Remember how I helped you clean some of the blood off your face and then we headed to fourth period and we both ended up in the same class?!? Oh, but remember how I had missed some of the blood on your face, so the whole class was looking at you and laughing until you took your textbook and clubbed that little Asian girl with it? Remember how I was worried that the girl might report you or press charges, but you said, “Don’t worry, she doesn’t speak any English?”
This probably goes without saying, but do you remember inviting me over to your place after that first day and we made a blood oath that we would lift weights every day after school so no one, and we meant NO ONE, would ever mess with us again? Remember how you didn’t have to cut yourself for the blood oath, since you were still bleeding a little bit, and how I accidentally cut myself a little too much because I’m the kind of guy that likes to be thorough when he applies himself to a task?
Remember a week later when we hadn’t seen any immediate results of our daily workouts, so we dropped that garage gym routine and just started snorting lines of cocaine immediately before we got into a fight, so we could get that “Crazy Coke Power?”

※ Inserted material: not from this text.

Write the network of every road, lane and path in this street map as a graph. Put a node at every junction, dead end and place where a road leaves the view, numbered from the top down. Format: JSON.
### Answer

Who could ever forget Senior Prank Day, when we kidnapped all the Seniors, paid a Haitian witch doctor to turn them into pigs, then turned them loose on school grounds?
Remember when we used a jar of acid to wipe the smile off of Smiley Kid’s face? Or the time we took huge shits in the lasagna and no one even noticed? Replacing our school’s mascot at halftime with a REAL panther? Adding an extra “E” to all the school’s “RAP BATTLE” flyers?

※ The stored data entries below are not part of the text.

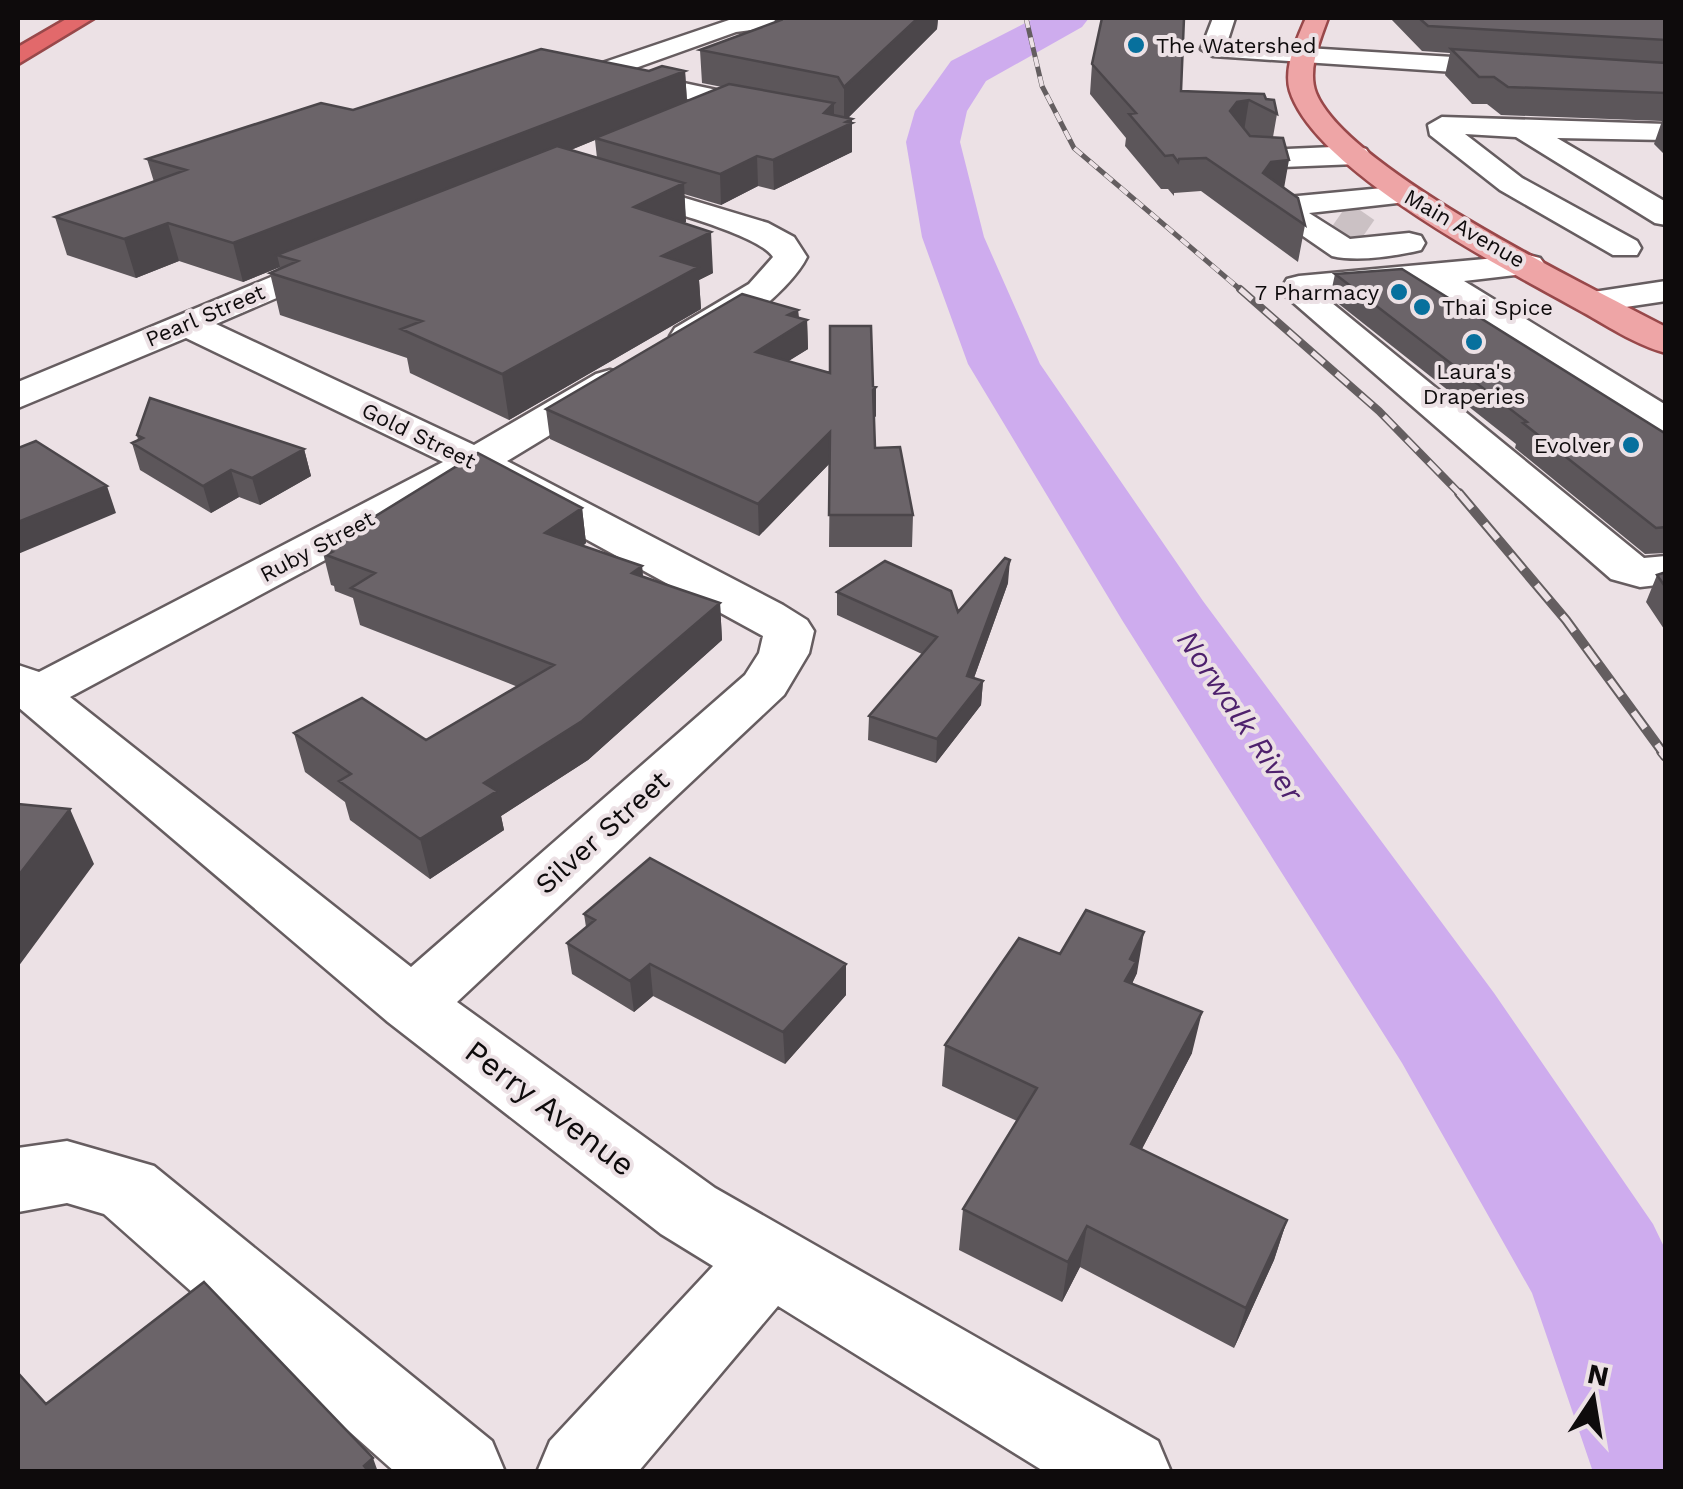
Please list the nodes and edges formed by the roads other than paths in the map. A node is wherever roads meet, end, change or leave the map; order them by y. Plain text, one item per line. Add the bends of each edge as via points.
1 (84, 18) edge
2 (790, 18) edge
3 (1224, 18) edge
4 (1306, 20) edge
5 (1303, 56) junction
6 (18, 57) edge
7 (1666, 78) edge
8 (727, 100) junction
9 (810, 118) edge
10 (677, 121) edge
11 (1522, 129) junction
12 (1603, 130) junction
13 (1666, 132) edge
14 (1356, 155) junction
15 (1257, 160) edge
16 (1650, 162) dead end
17 (578, 175) edge
18 (1666, 192) edge
19 (1404, 194) junction
20 (1627, 194) junction
21 (1666, 216) edge
22 (1354, 219) junction
23 (363, 250) edge
24 (1503, 251) junction
25 (1426, 259) junction
26 (1666, 291) edge
27 (1592, 301) junction
28 (184, 322) junction
29 (1666, 342) edge
30 (18, 396) edge
31 (1666, 423) edge
32 (476, 462) junction
33 (1666, 570) edge
34 (784, 653) joint
35 (22, 685) edge
36 (412, 1004) junction
37 (18, 1180) edge
38 (770, 1260) junction
39 (461, 1472) edge
40 (581, 1472) edge
41 (1127, 1472) edge

1 - 6 highway
2 - 8 street via 732,26 608,68 610,75
3 - 5 street via 1213,48
4 - 5 main road
5 - 7 street
5 - 14 main road, Main Avenue via 1304,94
8 - 9 street
8 - 10 street
11 - 12 street
11 - 20 street
11 - 24 street via 1440,128 1511,184 1639,248
12 - 13 street
12 - 16 street
14 - 15 street
14 - 19 main road, Main Avenue
17 - 32 street, Ruby Street via 757,230 782,244 790,257 786,269 751,298
18 - 20 street
19 - 22 street
19 - 24 main road, Main Avenue
20 - 21 street
22 - 25 street
22 - 25 street
23 - 28 street, Pearl Street
24 - 25 street
24 - 25 street
24 - 27 main road, Main Avenue
25 - 31 street
25 - 33 street via 1297,291 1628,568
26 - 27 street
27 - 29 main road, Main Avenue
28 - 30 street, Pearl Street
28 - 32 street, Gold Street
32 - 34 street, Gold Street via 766,615 789,631
32 - 35 street, Ruby Street
34 - 36 street, Silver Street via 766,684
35 - 36 street, Perry Avenue
36 - 38 street, Perry Avenue via 688,1212
37 - 39 street via 66,1172 128,1189
38 - 40 street
38 - 41 street, Perry Avenue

Do you recall the time we went to the morgue and stole all their dead bodies, which we then dressed as angels and scattered around our team’s football field, right before we yelled at the players, “THIS IS WHAT HAPPENS WHEN YOU DON’T PRAY TO GOD AFTER SCORING A TOUCHDOWN!?!”
Remember when we dropped LSD and lost our memories?

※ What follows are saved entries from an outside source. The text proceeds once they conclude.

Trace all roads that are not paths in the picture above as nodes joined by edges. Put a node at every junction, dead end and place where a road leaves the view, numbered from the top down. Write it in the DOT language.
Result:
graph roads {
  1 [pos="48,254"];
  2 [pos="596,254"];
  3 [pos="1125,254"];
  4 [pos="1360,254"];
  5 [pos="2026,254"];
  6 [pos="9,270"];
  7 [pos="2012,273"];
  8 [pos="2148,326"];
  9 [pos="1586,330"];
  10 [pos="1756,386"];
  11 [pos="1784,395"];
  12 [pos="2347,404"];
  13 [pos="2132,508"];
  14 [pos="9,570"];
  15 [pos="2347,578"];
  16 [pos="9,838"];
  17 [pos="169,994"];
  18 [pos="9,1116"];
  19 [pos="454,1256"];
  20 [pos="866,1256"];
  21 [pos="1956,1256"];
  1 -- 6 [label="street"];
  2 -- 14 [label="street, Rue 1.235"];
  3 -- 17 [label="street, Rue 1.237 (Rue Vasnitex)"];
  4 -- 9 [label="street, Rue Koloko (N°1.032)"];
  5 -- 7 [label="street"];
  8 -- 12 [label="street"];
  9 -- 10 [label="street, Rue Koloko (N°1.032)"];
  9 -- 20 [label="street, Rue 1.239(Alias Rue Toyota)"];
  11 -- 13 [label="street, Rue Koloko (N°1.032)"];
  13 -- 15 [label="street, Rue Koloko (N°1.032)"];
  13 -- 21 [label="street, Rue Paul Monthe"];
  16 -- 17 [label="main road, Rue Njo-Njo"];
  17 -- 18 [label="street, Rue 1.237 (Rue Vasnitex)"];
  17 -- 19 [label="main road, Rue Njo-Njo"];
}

Remember our last year, when we legally changed our names to the most racist string of words we could imagine and how we didn’t answer anyone unless they called us by our legal names? Remember when that one special ed kid called us, quite loudly, by our legal names and every single black person in that hallway formed a ring around his wheelchair and started unleashing Killer Instinct-like combos on him?
You were the best AP History teacher I’ve ever had, Mr. Holtz.